Each line from the one holding "ring pip: (1111, 894)" to the end of the data below must be output verbatim, with no other lines.

[[ PROVIDED RECORDS, beginning ]]

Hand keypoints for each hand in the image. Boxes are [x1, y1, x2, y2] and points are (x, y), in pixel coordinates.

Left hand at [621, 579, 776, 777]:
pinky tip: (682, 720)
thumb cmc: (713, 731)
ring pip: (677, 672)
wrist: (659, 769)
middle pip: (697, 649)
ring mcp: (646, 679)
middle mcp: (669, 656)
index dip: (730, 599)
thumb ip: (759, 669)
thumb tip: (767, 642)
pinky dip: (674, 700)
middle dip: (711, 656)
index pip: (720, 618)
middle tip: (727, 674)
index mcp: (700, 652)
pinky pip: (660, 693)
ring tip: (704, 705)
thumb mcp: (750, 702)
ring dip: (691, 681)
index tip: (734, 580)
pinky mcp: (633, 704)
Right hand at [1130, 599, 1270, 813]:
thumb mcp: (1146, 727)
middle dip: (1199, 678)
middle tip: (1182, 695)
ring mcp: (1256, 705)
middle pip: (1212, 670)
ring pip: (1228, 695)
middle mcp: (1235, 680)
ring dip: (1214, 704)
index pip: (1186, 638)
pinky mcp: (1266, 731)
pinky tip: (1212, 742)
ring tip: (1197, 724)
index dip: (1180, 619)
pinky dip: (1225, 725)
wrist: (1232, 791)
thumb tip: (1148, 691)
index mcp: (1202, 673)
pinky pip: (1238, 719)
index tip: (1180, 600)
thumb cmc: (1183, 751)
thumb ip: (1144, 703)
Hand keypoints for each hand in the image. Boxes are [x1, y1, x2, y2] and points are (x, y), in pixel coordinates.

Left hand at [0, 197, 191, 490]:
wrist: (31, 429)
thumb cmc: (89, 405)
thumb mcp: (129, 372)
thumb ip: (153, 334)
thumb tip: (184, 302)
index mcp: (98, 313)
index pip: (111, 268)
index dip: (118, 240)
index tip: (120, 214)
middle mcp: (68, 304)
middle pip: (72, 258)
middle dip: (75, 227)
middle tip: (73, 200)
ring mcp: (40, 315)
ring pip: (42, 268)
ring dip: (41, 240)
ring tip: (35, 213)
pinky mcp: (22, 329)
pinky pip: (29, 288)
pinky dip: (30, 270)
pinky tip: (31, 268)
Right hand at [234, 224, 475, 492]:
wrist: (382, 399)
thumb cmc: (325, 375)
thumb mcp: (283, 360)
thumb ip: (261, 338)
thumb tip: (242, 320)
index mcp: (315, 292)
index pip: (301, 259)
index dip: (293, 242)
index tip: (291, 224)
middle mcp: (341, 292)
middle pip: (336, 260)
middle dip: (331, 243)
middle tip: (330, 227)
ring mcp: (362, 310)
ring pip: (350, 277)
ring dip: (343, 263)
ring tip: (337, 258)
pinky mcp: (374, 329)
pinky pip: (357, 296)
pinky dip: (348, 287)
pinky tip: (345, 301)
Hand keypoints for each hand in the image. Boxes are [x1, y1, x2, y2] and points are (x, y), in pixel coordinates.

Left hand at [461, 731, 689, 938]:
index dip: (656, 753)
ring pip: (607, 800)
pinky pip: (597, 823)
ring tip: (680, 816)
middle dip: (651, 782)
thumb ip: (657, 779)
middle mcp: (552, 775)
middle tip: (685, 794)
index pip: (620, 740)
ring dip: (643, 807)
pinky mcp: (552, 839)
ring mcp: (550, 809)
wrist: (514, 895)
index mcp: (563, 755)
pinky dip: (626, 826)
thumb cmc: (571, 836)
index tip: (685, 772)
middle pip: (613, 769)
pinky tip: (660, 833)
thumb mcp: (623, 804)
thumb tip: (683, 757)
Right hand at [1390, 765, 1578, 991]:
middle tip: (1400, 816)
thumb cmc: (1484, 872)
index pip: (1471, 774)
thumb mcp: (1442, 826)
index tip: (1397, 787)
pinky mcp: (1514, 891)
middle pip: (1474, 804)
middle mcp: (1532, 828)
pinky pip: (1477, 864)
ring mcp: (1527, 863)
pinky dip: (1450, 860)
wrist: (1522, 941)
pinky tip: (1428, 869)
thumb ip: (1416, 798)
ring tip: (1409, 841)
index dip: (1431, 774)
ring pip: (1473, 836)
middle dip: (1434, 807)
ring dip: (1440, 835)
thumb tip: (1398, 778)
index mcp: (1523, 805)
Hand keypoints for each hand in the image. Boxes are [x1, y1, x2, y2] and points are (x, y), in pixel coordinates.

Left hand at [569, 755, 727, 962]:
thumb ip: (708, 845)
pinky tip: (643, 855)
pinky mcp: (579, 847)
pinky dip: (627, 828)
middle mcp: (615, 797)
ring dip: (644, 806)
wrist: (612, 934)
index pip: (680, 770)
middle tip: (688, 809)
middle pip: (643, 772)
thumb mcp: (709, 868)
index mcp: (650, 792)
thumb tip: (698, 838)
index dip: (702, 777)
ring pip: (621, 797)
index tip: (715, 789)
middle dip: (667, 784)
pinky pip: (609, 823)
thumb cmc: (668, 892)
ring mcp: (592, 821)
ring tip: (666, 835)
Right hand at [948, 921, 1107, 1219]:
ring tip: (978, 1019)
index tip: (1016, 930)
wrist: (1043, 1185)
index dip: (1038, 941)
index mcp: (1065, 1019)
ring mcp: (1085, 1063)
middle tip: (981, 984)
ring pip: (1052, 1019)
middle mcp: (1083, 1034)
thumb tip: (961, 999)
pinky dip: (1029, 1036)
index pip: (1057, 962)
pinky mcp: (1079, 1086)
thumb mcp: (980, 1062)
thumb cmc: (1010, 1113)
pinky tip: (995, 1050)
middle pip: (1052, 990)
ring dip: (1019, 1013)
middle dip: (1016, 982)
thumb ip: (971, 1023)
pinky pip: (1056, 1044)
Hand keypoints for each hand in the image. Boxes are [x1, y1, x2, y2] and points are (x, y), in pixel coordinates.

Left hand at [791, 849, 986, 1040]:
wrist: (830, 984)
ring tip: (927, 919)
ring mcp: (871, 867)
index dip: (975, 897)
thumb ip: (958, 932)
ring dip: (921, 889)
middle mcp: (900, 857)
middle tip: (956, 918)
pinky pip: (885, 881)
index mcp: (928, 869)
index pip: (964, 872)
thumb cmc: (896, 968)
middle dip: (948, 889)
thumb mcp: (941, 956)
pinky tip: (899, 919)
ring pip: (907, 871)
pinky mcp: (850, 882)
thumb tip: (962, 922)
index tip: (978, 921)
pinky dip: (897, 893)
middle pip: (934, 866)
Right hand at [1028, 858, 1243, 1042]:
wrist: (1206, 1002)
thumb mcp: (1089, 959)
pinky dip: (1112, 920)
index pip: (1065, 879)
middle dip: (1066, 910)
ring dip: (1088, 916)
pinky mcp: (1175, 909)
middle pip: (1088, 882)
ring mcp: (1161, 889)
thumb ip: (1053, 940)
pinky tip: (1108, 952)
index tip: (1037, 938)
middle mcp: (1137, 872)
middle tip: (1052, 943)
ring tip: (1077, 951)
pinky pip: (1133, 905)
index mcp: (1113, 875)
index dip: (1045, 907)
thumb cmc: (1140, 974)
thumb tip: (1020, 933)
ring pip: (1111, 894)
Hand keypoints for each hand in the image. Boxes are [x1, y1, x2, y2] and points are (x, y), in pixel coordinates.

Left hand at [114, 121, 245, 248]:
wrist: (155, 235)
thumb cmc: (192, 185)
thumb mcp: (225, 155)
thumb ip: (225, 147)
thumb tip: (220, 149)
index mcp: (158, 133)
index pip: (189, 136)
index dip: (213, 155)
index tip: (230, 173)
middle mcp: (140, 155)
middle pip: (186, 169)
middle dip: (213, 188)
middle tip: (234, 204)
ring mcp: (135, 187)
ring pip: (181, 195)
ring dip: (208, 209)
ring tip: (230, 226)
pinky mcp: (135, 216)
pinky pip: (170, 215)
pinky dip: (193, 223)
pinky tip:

[[ PROVIDED RECORDS, end ]]

◆ RESULT FOR THIS EXERCISE:
ring pip: (1111, 894)
Hand keypoints for each hand in the image. Boxes are [x1, y1, x2, y2] and points are (x, y), in pixel coordinates.

Left hand at [114, 121, 245, 248]:
wrist: (155, 235)
thumb cmc: (192, 185)
thumb mcp: (225, 155)
thumb ip: (225, 147)
thumb tip: (220, 149)
index mcp: (158, 133)
index pip: (189, 136)
index dip: (213, 155)
index tip: (230, 173)
middle mcp: (140, 155)
middle pip: (186, 169)
middle dip: (213, 188)
middle tip: (234, 204)
ring mcp: (135, 187)
ring pip: (181, 195)
ring dip: (208, 209)
ring tip: (230, 226)
pinky mcp: (135, 216)
pinky pip: (170, 215)
pinky dip: (193, 223)
pinky tip:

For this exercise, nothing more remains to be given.